Top of Input for this task

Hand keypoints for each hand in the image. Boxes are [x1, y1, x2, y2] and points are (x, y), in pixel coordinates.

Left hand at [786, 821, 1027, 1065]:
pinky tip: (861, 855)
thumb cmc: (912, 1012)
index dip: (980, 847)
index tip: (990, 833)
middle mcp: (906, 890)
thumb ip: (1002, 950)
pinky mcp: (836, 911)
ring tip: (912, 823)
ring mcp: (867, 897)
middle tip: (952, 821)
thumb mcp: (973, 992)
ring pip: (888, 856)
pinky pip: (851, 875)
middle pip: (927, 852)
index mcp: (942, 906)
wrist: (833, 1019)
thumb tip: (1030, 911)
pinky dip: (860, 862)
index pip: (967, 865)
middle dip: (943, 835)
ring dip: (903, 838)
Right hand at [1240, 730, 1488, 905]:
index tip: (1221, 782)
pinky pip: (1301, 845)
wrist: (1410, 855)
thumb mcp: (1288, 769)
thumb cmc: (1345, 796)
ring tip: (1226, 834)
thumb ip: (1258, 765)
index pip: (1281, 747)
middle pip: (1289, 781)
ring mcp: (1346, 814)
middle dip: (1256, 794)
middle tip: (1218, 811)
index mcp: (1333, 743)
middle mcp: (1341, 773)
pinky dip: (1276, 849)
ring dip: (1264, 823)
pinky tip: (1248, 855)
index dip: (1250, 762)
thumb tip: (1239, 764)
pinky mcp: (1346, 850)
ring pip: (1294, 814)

Bottom of Input for this task
Top of Input for this task

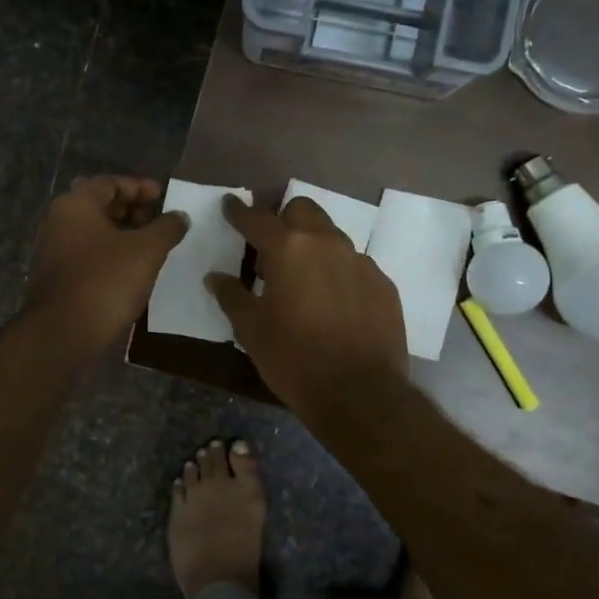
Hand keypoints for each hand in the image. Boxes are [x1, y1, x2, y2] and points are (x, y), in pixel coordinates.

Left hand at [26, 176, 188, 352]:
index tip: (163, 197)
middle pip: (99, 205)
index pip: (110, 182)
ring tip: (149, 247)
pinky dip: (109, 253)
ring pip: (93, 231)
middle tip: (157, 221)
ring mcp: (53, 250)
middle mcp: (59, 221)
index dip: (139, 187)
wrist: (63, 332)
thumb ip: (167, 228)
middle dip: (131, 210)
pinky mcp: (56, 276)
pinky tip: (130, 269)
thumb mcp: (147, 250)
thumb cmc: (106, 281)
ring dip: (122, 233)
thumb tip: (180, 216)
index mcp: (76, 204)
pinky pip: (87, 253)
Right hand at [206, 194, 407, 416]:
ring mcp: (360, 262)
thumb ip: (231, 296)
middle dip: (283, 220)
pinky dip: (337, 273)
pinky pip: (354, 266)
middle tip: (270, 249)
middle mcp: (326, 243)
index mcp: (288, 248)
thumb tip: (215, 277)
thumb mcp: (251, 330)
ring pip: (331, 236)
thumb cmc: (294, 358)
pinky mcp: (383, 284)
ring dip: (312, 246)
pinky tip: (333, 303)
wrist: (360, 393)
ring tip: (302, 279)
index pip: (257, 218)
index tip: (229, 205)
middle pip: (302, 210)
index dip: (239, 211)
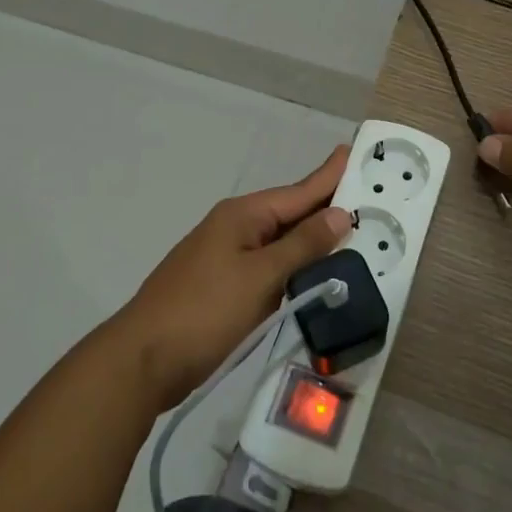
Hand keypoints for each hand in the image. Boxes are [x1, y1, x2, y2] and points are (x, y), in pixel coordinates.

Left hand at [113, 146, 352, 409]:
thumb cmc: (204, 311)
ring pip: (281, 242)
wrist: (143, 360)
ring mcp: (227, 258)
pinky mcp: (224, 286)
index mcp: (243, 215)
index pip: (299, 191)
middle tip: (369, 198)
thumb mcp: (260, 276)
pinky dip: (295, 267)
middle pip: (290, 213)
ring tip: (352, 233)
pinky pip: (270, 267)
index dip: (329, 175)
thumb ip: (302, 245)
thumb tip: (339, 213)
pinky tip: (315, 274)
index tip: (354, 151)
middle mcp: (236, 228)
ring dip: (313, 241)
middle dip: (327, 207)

Bottom of Input for this task
Top of Input for this task

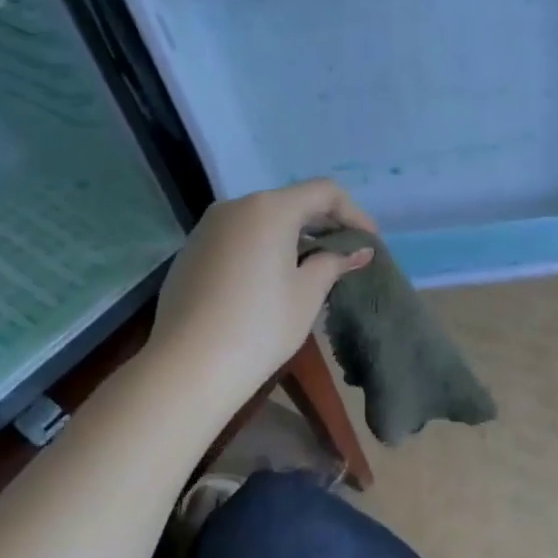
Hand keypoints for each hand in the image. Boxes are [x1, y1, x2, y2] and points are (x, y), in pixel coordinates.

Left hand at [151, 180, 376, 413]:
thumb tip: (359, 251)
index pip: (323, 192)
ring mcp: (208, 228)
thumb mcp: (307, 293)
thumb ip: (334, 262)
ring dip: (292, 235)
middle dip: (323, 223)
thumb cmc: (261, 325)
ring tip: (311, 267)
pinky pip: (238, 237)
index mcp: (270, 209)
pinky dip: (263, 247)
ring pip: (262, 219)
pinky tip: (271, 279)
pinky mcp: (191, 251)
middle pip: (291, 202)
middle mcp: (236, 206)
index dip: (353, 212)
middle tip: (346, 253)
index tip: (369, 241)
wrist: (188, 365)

Bottom of Input for this task

Problem: In the listing above, transcribe exactly everything from the line containing "pinky dip: (109, 253)" down to the line containing "pinky pip: (87, 253)", including both and nothing more.

Exercise output:
pinky dip: (109, 253)
ring pip: (93, 231)
middle tip: (157, 221)
ring mcp: (53, 250)
middle mcp: (59, 221)
index dip: (139, 187)
wrist: (63, 332)
thumb ip: (167, 228)
middle dip: (131, 210)
pinky mcp: (56, 276)
pinky tip: (130, 269)
thumb mcp: (147, 250)
thumb cmc: (106, 281)
ring dip: (122, 233)
thumb tip: (180, 216)
index mcp: (76, 204)
pinky pip: (87, 253)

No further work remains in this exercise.